(Stored items)
******************************

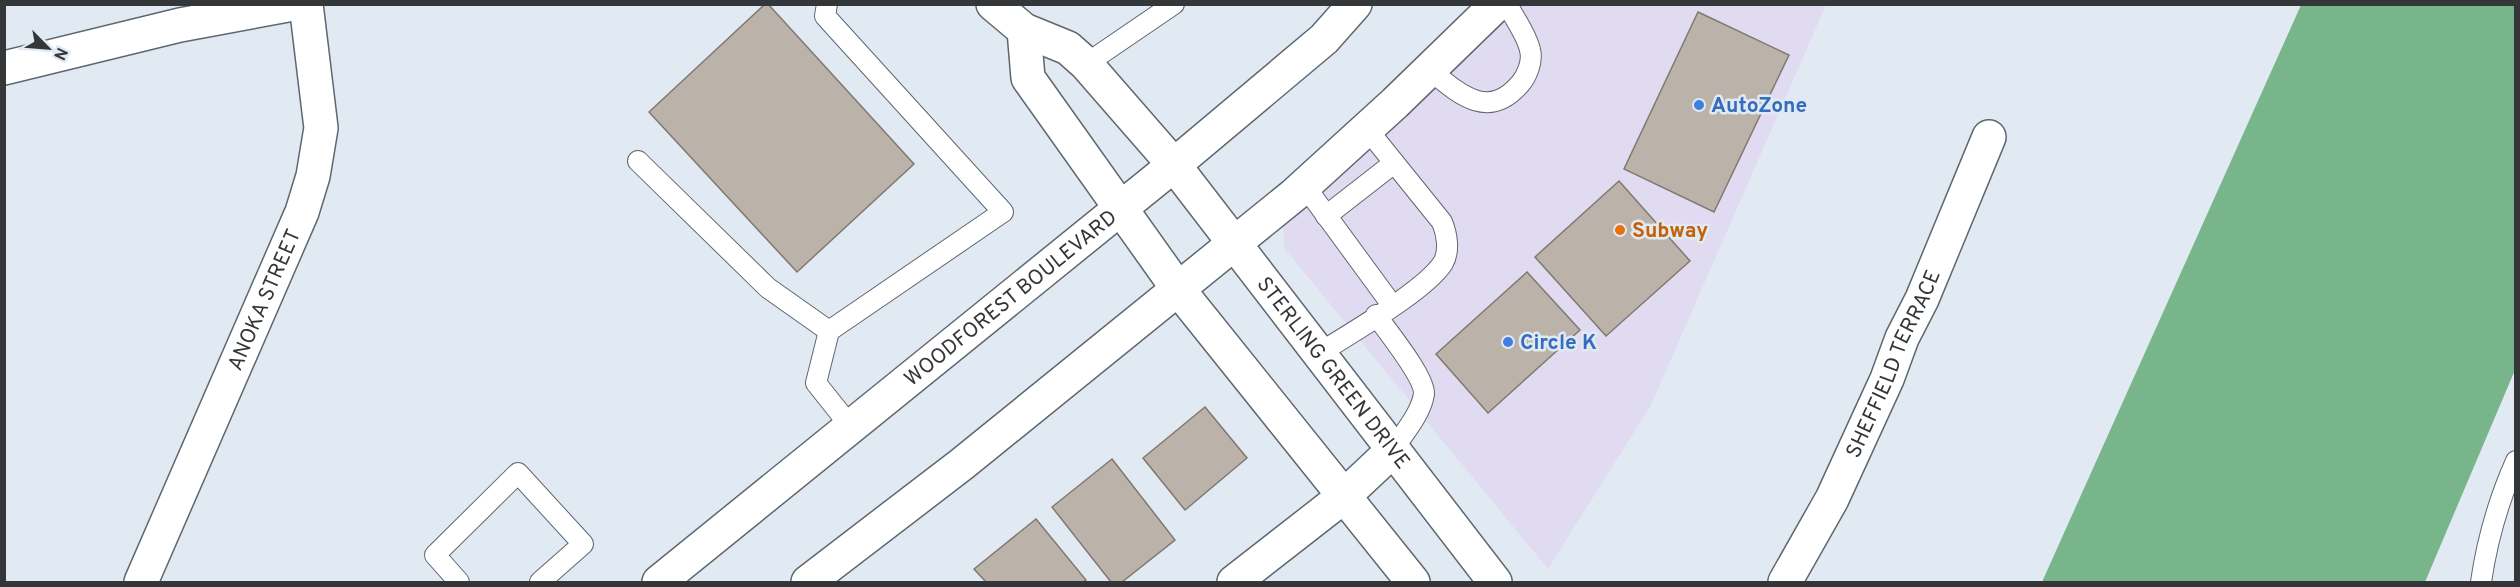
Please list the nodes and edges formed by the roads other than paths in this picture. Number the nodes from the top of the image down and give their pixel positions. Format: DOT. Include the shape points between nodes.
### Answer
graph roads {
  1 [pos="293,4"];
  2 [pos="306,4"];
  3 [pos="827,4"];
  4 [pos="993,4"];
  5 [pos="1174,4"];
  6 [pos="1355,4"];
  7 [pos="1497,4"];
  8 [pos="1507,4"];
  9 [pos="1024,30"];
  10 [pos="1086,64"];
  11 [pos="4,68"];
  12 [pos="1430,70"];
  13 [pos="1367,129"];
  14 [pos="1989,137"];
  15 [pos="638,161"];
  16 [pos="1394,163"];
  17 [pos="1174,165"];
  18 [pos="1304,185"];
  19 [pos="1120,208"];
  20 [pos="1326,216"];
  21 [pos="1233,244"];
  22 [pos="1178,289"];
  23 [pos="1384,310"];
  24 [pos="828,331"];
  25 [pos="1318,354"];
  26 [pos="851,427"];
  27 [pos="1392,451"];
  28 [pos="2516,461"];
  29 [pos="1343,497"];
  30 [pos="552,579"];
  31 [pos="141,582"];
  32 [pos="459,582"];
  33 [pos="659,582"];
  34 [pos="808,582"];
  35 [pos="1234,582"];
  36 [pos="1413,582"];
  37 [pos="1495,582"];
  38 [pos="1785,582"];
  39 [pos="2481,582"];
  1 -- 11 [label="street"];
  2 -- 31 [label="street, ANOKA STREET" via="321,128 310,185 302,213"];
  3 -- 24 [label="lane" via="825,16 1003,212"];
  4 -- 9 [label="street, STERLING GREEN DRIVE"];
  5 -- 10 [label="lane"];
  6 -- 17 [label="street, WOODFOREST BOULEVARD" via="1324,39"];
  7 -- 12 [label="street"];
  8 -- 12 [label="lane" via="1530,48 1531,59 1523,81 1505,99 1493,103 1475,101"];
  9 -- 10 [label="street, STERLING GREEN DRIVE" via="1068,48"];
  9 -- 19 [label="street" via="1028,78"];
  10 -- 17 [label="street, STERLING GREEN DRIVE"];
  12 -- 13 [label="street"];
  13 -- 16 [label="lane"];
  13 -- 18 [label="street"];
  14 -- 38 [label="street, SHEFFIELD TERRACE" via="1882,390 1832,499"];
  15 -- 24 [label="lane" via="768,288"];
  16 -- 20 [label="lane"];
  16 -- 23 [label="lane" via="1442,222 1447,247 1444,261 1435,272"];
  17 -- 19 [label="street, WOODFOREST BOULEVARD"];
  17 -- 21 [label="street, STERLING GREEN DRIVE"];
  18 -- 20 [label="lane"];
  18 -- 21 [label="street"];
  19 -- 22 [label="street"];
  19 -- 26 [label="street, WOODFOREST BOULEVARD"];
  20 -- 23 [label="lane"];
  21 -- 22 [label="street"];
  21 -- 25 [label="street, STERLING GREEN DRIVE"];
  22 -- 29 [label="street"];
  22 -- 34 [label="street" via="962,464"];
  23 -- 25 [label="lane"];
  23 -- 27 [label="lane" via="1424,393 1419,409"];
  24 -- 26 [label="lane" via="816,383"];
  25 -- 27 [label="street, STERLING GREEN DRIVE"];
  26 -- 33 [label="street, WOODFOREST BOULEVARD"];
  27 -- 29 [label="street"];
  27 -- 37 [label="street, STERLING GREEN DRIVE"];
  28 -- 39 [label="lane" via="2504,489"];
  29 -- 35 [label="street"];
  29 -- 36 [label="street"];
  30 -- 32 [label="lane" via="583,544 518,473 435,555"];
}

******************************

TASK DETAILS:
Copy out every line of the data exactly, leaving the images behind.

TASK RESPONSE:
Please list the nodes and edges formed by the roads other than paths in this picture. Number the nodes from the top of the image down and give their pixel positions. Format: DOT. Include the shape points between nodes.
### Answer
graph roads {
  1 [pos="293,4"];
  2 [pos="306,4"];
  3 [pos="827,4"];
  4 [pos="993,4"];
  5 [pos="1174,4"];
  6 [pos="1355,4"];
  7 [pos="1497,4"];
  8 [pos="1507,4"];
  9 [pos="1024,30"];
  10 [pos="1086,64"];
  11 [pos="4,68"];
  12 [pos="1430,70"];
  13 [pos="1367,129"];
  14 [pos="1989,137"];
  15 [pos="638,161"];
  16 [pos="1394,163"];
  17 [pos="1174,165"];
  18 [pos="1304,185"];
  19 [pos="1120,208"];
  20 [pos="1326,216"];
  21 [pos="1233,244"];
  22 [pos="1178,289"];
  23 [pos="1384,310"];
  24 [pos="828,331"];
  25 [pos="1318,354"];
  26 [pos="851,427"];
  27 [pos="1392,451"];
  28 [pos="2516,461"];
  29 [pos="1343,497"];
  30 [pos="552,579"];
  31 [pos="141,582"];
  32 [pos="459,582"];
  33 [pos="659,582"];
  34 [pos="808,582"];
  35 [pos="1234,582"];
  36 [pos="1413,582"];
  37 [pos="1495,582"];
  38 [pos="1785,582"];
  39 [pos="2481,582"];
  1 -- 11 [label="street"];
  2 -- 31 [label="street, ANOKA STREET" via="321,128 310,185 302,213"];
  3 -- 24 [label="lane" via="825,16 1003,212"];
  4 -- 9 [label="street, STERLING GREEN DRIVE"];
  5 -- 10 [label="lane"];
  6 -- 17 [label="street, WOODFOREST BOULEVARD" via="1324,39"];
  7 -- 12 [label="street"];
  8 -- 12 [label="lane" via="1530,48 1531,59 1523,81 1505,99 1493,103 1475,101"];
  9 -- 10 [label="street, STERLING GREEN DRIVE" via="1068,48"];
  9 -- 19 [label="street" via="1028,78"];
  10 -- 17 [label="street, STERLING GREEN DRIVE"];
  12 -- 13 [label="street"];
  13 -- 16 [label="lane"];
  13 -- 18 [label="street"];
  14 -- 38 [label="street, SHEFFIELD TERRACE" via="1882,390 1832,499"];
  15 -- 24 [label="lane" via="768,288"];
  16 -- 20 [label="lane"];
  16 -- 23 [label="lane" via="1442,222 1447,247 1444,261 1435,272"];
  17 -- 19 [label="street, WOODFOREST BOULEVARD"];
  17 -- 21 [label="street, STERLING GREEN DRIVE"];
  18 -- 20 [label="lane"];
  18 -- 21 [label="street"];
  19 -- 22 [label="street"];
  19 -- 26 [label="street, WOODFOREST BOULEVARD"];
  20 -- 23 [label="lane"];
  21 -- 22 [label="street"];
  21 -- 25 [label="street, STERLING GREEN DRIVE"];
  22 -- 29 [label="street"];
  22 -- 34 [label="street" via="962,464"];
  23 -- 25 [label="lane"];
  23 -- 27 [label="lane" via="1424,393 1419,409"];
  24 -- 26 [label="lane" via="816,383"];
  25 -- 27 [label="street, STERLING GREEN DRIVE"];
  26 -- 33 [label="street, WOODFOREST BOULEVARD"];
  27 -- 29 [label="street"];
  27 -- 37 [label="street, STERLING GREEN DRIVE"];
  28 -- 39 [label="lane" via="2504,489"];
  29 -- 35 [label="street"];
  29 -- 36 [label="street"];
  30 -- 32 [label="lane" via="583,544 518,473 435,555"];
}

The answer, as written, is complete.